Flock of cardinals found corrupt
With the conclave gathering in Rome to vote on the new pope, scandals are being unveiled as well causing certain cardinals to decline from participating in the conclave. The conclave is the voting process where all the cardinals of the Catholic Church are locked in the Sistine Chapel and remain there until two-thirds plus one majority is reached. If a pope is not selected by 12 days, then the cardinals vote for the pope by simple majority. Lately, many cardinals are being accused of sexual abuse toward minors and the failure to act is painfully obvious. Pope Benedict XVI has apologized multiple times for these offenses but has yet to remove prelates who have been proved in court cases to be a danger to children for not reporting pedophiles. Due to the rampant sex abuse, many are hopeful that the new pope will step up and clean house.
Jaws in New Zealand?
On Wednesday, a man in his 40s was killed by a great white shark off a beach near Auckland. The man was swimming about 220 yards offshore when the 12- to 14-foot shark attacked him. Police and life guards took boats out to where the shark was and fired on it. It rolled away and disappeared but it was already too late for the man, who suffered fatal wounds from the attack. It is speculated that more than one shark were there when he started bleeding. Even though shark attacks are rare in New Zealand, with only 11 fatal attacks that have taken place since 1874, Muriwai Beach and others will remain closed at least for the next few days.
France forced to linger in Mali
France’s intervention in Mail starting back Jan. 11 after rebels took over northern cities looks like it isn’t ending anytime soon despite Paris’ hopes to slowly withdraw troops during March. Due to resilient jihadi groups in the mountains and extremists heightened terrorist attacks such as suicide bombings and mine attacks, France cannot withdraw with this threat still on the loose. However they still intend to slowly remove their 4,000 troops and leave the newly trained Malian soldiers in charge. Paris is wary of lingering in the country due to Africa’s awareness of their past interference. They also do not want to remain so long that the public no longer supports their presence. The French are hopeful that the operation will create long term stability and Africa will be able to handle itself with limited outside help.

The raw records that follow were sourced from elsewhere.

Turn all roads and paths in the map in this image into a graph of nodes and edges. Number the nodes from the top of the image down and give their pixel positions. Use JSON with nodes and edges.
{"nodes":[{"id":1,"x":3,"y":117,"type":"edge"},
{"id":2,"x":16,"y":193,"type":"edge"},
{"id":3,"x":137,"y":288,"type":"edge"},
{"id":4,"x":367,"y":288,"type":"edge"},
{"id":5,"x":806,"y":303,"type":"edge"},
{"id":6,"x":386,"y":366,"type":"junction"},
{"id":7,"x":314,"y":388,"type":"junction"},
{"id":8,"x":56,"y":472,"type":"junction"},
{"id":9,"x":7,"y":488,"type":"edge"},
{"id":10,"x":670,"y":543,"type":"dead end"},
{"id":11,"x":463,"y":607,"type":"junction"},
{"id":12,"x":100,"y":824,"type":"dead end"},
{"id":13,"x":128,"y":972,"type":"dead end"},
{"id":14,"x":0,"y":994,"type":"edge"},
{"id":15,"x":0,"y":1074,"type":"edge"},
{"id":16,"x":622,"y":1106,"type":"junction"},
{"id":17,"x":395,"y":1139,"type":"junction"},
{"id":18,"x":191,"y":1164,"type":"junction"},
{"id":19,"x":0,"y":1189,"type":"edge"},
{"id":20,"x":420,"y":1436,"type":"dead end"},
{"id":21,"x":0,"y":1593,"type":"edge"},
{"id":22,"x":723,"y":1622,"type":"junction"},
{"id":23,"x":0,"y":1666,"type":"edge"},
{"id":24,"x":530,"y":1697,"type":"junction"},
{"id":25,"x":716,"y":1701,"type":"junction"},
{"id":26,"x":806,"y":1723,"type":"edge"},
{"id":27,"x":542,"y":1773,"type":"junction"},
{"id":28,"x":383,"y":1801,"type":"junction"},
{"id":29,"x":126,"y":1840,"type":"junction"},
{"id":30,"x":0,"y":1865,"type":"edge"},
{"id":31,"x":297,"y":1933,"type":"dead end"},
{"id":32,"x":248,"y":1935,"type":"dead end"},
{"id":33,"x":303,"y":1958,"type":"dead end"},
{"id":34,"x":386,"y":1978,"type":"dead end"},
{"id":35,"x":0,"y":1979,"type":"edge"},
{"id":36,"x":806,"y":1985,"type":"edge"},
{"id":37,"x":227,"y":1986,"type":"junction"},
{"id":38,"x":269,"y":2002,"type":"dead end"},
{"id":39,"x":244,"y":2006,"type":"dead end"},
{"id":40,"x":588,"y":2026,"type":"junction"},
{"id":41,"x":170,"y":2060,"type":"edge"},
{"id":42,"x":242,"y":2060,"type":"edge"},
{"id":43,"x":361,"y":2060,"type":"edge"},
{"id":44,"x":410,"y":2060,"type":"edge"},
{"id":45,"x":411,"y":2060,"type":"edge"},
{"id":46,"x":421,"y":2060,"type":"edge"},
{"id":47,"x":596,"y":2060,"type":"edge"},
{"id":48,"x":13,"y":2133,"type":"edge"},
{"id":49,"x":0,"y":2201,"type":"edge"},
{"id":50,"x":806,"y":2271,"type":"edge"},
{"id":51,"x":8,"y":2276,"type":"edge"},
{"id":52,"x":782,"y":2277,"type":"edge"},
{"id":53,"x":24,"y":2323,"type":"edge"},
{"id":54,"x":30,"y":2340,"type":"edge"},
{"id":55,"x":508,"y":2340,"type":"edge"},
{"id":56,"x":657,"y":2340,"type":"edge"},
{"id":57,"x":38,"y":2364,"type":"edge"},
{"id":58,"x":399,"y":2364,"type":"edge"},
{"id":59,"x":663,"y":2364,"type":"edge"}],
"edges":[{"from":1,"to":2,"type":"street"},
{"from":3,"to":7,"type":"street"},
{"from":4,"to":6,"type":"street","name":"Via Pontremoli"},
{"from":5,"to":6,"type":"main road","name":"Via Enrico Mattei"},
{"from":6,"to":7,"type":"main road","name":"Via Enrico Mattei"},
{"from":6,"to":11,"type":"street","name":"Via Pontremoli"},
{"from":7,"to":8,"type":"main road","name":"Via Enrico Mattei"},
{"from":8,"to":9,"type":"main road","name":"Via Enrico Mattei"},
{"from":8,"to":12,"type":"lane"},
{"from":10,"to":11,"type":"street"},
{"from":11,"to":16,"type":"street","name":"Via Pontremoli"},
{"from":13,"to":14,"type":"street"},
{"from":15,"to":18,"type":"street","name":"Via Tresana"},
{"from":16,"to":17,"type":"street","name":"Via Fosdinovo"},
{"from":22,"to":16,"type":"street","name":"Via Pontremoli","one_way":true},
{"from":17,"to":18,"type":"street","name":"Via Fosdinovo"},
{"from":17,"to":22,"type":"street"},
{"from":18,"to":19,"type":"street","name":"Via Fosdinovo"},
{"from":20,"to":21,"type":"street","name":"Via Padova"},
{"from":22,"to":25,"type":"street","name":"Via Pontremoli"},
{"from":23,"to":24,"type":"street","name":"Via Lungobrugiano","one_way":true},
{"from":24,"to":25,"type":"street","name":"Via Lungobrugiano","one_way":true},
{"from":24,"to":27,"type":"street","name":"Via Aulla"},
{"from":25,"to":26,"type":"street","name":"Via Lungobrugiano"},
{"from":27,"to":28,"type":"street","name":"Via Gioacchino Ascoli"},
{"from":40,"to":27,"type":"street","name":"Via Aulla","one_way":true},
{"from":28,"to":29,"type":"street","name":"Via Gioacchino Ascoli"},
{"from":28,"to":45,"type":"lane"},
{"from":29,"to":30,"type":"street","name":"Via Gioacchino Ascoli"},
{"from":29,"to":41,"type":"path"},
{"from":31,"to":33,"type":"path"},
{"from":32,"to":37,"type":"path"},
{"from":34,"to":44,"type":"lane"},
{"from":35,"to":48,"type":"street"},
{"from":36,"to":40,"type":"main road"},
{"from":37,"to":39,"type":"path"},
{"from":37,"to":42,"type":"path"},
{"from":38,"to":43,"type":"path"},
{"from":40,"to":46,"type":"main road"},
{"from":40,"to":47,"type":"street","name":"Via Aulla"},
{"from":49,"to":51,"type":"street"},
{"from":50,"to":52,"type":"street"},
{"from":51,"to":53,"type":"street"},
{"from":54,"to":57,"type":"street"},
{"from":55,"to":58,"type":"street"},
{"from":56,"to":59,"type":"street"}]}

Anheuser-Busch sued for “watering down” beer
In various states such as Pennsylvania and California, drinkers are filing a $5 million lawsuit against Anheuser-Busch for watering down their beer, claiming that they have been cheated out of the alcohol content printed on labels. Brands such as Budweiser and Michelob are among the 10 Anheuser-Busch beers being sued. These claims are based on former employees’ information about the practice at breweries owned by the company. It is said that in the final stage of production water is added to lessen the alcohol content lower than claimed on labels. Accused of sacrificing product quality to reduce costs the lawsuit charged that the practice was adopted after the merger between American Anheuser-Busch and Belgian-Brazilian InBev in 2008.
In South Africa, people with dreadlocks are now in fear of something known as “cut and run.” Thieves are ruthlessly mugging people with locks and cutting off the coveted hair with anything from a knife to a broken piece of glass. Due to the lengthy amount of time required to grow hair for dreadlocks, most people don’t want to wait and this demand for instant long hair causes the black market to have locks ready and waiting. While most of the gangs practice in Johannesburg, the trend is spreading out to coastal towns. Naturally the longer the hair the higher the price, shoulder-length dreads cost around $23. Thanks to a new method stylists are using known as crocheting, competition for stockpiles of natural locks these “hair jackers” are becoming prevalent. Those with dreadlocks are afraid they are next and victims are too embarrassed to report the crime.